Someone on reddit makes a good point:
A lot of people commenting are confused by how New York Times is using the term "social network." They're not talking about Facebook, Myspace, etc. They're talking about the NSA secretly building graphsyour real-life social network without warrants: everyone you talk to, do business with, etc.
-
Monday 30th September 2013 08:15 GMT Chris G
"Read him his rights!"
" You do not have to say or do anything but anything you do say or do or you have ever done or said, transmitted or received via any medium can and will be used against you (sometimes in a court of law)."

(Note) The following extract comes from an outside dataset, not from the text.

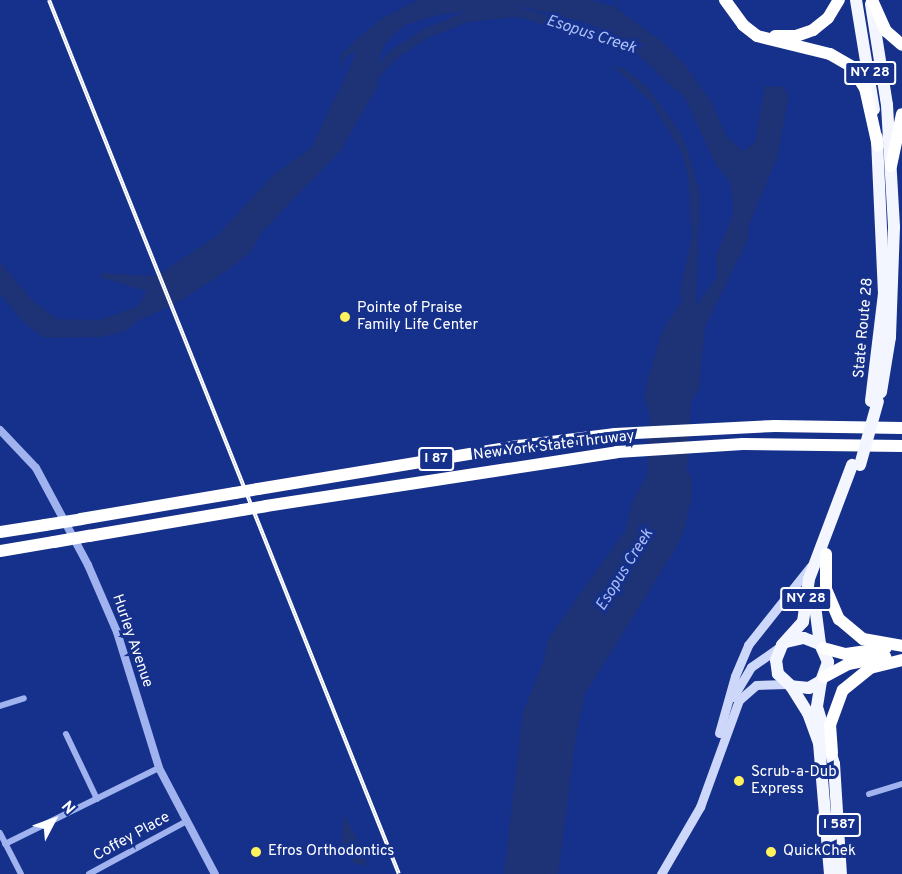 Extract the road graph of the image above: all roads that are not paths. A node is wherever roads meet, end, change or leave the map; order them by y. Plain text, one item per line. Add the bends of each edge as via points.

You read you new rights here first.
Given the vast warehousing government agencies must have and the ability to collate everything more efficiently, this is what we have to look forward to.
What I find fascinating through all of this is just how quiet the FBI and other agencies and governments are while we are all looking at the NSA.
-
Monday 30th September 2013 08:26 GMT Drbig
Only totalitarian regimes follow their citizens
I have regularly travelled to China for the last 30 years. In the 1980s you used to hear stories of people who were followed by plain clothed agents. I remember one story of a rather delicate australian woman who upon realizing she was being followed by a state agent, promptly vomited because the revelation was so gut wrenching.
Sure, all of this was in "public", but the fact that the state is trying to compile data on personal movements, though they be public is still extraordinarily disturbing. Even if data on social media is public, which a lot of it isn't, (I personally don't release data except to close friends). The fact that the NSA is hoovering up all this data for later analysis on everyone is just as totalitarian as sending out plain-clothes agents to follow everyone around in public.
The fact is that the NSA has gone far beyond the surveilance that was carried out by the totalitarian regimes of Communist Russia, East Germany, Communist China and the Nazis. It is right that we are outraged, appaled, indignant and insistant that it must stop.